### EXERCISE
Return all the lines below in which the string "joint" appears.

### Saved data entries
---------------

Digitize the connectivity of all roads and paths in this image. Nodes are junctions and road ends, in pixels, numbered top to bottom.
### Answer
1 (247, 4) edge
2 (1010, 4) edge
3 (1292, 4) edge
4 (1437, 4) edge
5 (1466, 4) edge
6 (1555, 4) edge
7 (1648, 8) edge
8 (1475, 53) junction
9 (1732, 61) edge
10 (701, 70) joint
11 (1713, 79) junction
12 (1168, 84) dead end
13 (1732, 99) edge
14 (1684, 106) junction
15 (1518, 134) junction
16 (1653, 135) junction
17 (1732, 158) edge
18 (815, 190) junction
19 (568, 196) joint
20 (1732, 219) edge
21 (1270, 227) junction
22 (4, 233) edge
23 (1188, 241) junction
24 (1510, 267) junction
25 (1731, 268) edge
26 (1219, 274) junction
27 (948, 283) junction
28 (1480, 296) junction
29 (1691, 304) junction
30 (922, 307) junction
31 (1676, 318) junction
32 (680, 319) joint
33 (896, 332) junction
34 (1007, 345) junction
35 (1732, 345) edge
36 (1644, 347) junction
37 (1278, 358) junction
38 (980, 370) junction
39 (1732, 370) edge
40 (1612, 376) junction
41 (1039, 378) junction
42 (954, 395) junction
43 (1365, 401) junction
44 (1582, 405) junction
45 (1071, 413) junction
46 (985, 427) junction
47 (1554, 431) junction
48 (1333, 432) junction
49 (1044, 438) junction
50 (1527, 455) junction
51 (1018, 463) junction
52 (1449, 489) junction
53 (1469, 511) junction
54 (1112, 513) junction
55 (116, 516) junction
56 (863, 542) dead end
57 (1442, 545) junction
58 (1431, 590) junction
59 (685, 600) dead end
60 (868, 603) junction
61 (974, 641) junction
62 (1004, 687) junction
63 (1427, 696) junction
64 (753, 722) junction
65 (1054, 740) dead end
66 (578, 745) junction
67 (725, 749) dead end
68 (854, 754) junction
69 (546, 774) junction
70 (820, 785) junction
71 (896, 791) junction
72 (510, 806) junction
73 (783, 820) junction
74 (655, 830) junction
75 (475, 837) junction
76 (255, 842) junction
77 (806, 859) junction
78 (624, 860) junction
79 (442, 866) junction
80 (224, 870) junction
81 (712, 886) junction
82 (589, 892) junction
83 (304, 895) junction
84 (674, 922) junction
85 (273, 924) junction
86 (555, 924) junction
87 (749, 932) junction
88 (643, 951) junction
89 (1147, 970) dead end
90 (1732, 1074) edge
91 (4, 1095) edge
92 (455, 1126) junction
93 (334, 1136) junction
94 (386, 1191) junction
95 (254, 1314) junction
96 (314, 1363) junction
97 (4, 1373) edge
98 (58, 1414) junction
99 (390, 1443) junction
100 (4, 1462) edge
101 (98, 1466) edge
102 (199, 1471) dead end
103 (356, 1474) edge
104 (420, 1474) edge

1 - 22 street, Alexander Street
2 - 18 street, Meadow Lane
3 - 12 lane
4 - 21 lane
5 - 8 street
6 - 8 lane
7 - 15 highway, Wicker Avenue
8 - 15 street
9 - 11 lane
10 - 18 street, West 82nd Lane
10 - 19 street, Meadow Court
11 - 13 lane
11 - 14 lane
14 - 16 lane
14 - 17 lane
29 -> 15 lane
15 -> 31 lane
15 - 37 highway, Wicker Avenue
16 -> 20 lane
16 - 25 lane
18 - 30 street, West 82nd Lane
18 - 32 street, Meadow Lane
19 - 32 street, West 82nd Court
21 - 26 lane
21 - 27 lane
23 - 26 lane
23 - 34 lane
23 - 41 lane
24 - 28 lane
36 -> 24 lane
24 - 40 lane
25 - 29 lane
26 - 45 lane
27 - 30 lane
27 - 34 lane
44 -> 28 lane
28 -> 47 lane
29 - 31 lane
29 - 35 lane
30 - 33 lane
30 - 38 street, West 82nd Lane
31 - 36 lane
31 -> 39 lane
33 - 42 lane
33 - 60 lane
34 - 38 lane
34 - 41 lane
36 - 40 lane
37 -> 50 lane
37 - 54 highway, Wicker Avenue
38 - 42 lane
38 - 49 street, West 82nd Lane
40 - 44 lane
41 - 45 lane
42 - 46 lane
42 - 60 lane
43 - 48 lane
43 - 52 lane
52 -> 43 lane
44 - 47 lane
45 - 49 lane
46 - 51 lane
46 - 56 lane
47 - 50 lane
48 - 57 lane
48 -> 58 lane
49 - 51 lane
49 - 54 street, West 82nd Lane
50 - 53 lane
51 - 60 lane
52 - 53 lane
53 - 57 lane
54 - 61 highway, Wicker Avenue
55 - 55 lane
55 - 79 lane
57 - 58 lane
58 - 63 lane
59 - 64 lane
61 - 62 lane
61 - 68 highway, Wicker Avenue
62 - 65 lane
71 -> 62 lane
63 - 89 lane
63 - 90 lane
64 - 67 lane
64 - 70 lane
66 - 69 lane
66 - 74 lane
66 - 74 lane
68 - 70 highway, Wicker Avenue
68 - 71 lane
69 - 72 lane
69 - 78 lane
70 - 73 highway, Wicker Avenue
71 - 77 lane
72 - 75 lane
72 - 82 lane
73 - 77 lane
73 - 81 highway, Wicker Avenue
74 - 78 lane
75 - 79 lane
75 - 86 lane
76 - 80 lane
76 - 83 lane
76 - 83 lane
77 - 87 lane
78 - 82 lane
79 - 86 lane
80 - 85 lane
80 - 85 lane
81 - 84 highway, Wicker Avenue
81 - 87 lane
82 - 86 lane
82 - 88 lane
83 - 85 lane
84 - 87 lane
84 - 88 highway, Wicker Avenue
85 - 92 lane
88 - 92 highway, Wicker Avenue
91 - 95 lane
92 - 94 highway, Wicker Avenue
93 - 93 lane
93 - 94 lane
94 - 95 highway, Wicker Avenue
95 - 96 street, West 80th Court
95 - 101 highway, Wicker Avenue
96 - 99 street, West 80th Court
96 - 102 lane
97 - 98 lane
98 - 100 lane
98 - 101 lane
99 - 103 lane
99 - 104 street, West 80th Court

---------------

### RESULT BELOW
10 (701, 70) joint
19 (568, 196) joint
32 (680, 319) joint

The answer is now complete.